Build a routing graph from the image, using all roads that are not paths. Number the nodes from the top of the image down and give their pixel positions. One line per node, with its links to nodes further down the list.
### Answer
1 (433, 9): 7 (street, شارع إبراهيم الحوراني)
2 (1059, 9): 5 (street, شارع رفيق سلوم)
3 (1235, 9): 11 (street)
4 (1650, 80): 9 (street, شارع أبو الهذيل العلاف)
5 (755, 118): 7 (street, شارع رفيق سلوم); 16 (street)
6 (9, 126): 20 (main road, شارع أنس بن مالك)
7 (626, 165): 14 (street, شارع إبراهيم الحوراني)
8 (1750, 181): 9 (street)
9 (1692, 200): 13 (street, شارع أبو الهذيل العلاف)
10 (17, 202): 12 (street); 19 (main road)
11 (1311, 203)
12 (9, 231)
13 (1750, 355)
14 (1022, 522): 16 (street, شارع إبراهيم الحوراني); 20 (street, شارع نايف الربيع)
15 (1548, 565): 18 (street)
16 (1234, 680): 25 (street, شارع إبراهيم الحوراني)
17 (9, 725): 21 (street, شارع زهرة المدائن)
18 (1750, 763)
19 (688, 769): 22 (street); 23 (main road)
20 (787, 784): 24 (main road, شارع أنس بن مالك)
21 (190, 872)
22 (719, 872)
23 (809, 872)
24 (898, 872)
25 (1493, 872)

==

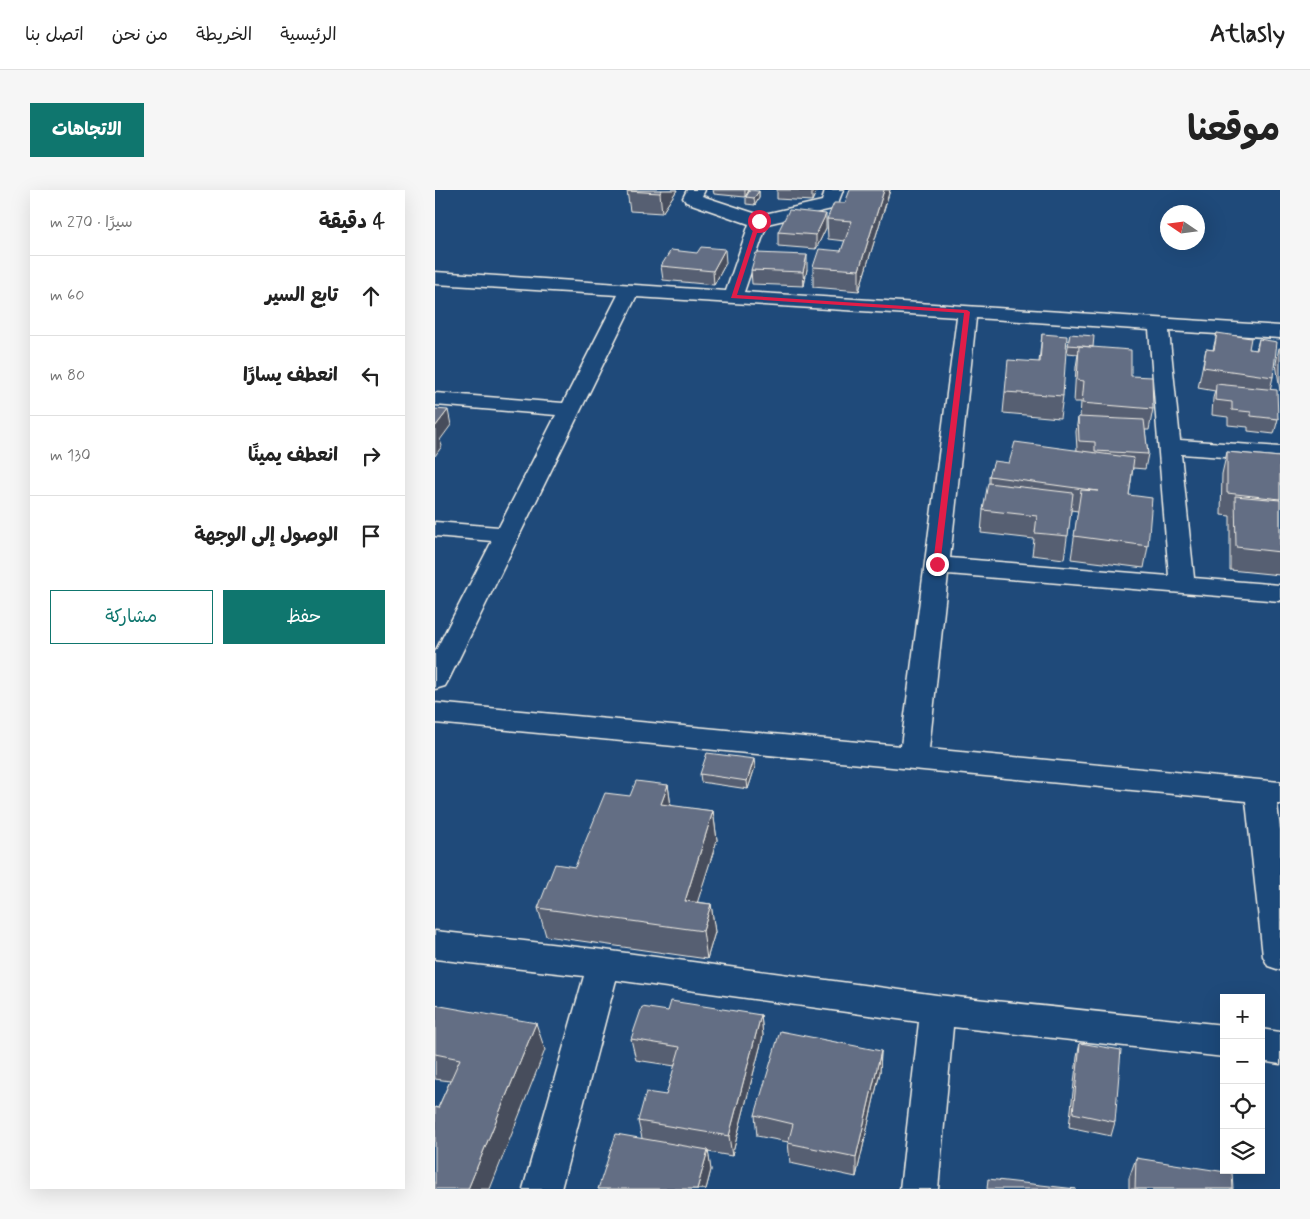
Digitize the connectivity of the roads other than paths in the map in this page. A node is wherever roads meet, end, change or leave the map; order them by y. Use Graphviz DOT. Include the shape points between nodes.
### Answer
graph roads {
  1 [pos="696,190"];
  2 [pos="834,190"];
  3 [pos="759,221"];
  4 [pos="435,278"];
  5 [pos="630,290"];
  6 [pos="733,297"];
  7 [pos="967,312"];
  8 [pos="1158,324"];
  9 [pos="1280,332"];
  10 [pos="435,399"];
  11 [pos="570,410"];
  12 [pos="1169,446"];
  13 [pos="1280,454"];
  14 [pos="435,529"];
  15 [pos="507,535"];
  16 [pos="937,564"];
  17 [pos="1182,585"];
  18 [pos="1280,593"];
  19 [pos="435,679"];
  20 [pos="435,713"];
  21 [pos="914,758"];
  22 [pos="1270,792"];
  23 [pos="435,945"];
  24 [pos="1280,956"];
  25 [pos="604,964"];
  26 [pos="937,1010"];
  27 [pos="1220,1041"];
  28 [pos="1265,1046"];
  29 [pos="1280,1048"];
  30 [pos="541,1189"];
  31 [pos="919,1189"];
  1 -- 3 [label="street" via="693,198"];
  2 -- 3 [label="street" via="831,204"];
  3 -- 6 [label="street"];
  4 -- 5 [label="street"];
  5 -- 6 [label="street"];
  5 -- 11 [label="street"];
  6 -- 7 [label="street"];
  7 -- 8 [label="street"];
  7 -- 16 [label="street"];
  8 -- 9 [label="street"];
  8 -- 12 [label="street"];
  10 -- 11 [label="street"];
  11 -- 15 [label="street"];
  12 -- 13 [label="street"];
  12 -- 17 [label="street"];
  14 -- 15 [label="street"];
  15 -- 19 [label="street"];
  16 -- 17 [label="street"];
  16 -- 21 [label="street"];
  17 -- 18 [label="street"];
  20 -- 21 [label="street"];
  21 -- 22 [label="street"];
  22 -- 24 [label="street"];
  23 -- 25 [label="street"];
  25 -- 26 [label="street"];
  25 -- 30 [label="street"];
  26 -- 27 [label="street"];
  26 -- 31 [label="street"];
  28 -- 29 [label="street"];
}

* * *

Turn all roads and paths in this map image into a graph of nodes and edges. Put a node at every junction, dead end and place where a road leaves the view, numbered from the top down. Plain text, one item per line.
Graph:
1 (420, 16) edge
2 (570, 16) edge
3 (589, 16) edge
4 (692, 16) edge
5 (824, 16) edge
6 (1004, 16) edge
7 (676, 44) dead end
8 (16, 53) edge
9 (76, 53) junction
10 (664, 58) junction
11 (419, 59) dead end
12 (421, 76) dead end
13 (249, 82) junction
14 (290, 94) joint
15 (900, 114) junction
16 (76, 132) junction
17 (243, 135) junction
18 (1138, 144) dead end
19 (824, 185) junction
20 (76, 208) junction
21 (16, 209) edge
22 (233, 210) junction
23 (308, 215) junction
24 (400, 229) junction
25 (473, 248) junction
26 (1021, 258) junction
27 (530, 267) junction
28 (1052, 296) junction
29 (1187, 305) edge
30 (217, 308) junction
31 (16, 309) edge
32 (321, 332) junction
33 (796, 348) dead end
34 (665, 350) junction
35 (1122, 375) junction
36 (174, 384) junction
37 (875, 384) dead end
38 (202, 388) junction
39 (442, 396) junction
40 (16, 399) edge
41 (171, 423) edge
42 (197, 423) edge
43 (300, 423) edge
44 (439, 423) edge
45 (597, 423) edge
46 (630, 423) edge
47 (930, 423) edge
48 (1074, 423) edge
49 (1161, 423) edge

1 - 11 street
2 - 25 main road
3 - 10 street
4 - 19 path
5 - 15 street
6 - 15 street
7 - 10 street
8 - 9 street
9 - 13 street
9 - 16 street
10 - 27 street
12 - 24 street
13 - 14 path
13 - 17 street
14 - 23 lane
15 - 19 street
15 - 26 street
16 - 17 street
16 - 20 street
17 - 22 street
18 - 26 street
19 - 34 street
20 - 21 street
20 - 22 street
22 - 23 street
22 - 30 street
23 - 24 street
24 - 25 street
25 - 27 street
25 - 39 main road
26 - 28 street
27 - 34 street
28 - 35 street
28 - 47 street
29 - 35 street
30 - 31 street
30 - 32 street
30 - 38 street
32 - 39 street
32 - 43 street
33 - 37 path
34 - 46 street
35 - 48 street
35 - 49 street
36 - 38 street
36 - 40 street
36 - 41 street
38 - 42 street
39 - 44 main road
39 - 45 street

INSTRUCTIONS TO FOLLOW >> Copy the lines that hold the word "node". Take them from the records above.

RESULT OF THE EXERCISE >>
Build a routing graph from the image, using all roads that are not paths. Number the nodes from the top of the image down and give their pixel positions. One line per node, with its links to nodes further down the list.
Digitize the connectivity of the roads other than paths in the map in this page. A node is wherever roads meet, end, change or leave the map; order them by y. Use Graphviz DOT. Include the shape points between nodes.
Turn all roads and paths in this map image into a graph of nodes and edges. Put a node at every junction, dead end and place where a road leaves the view, numbered from the top down. Plain text, one item per line.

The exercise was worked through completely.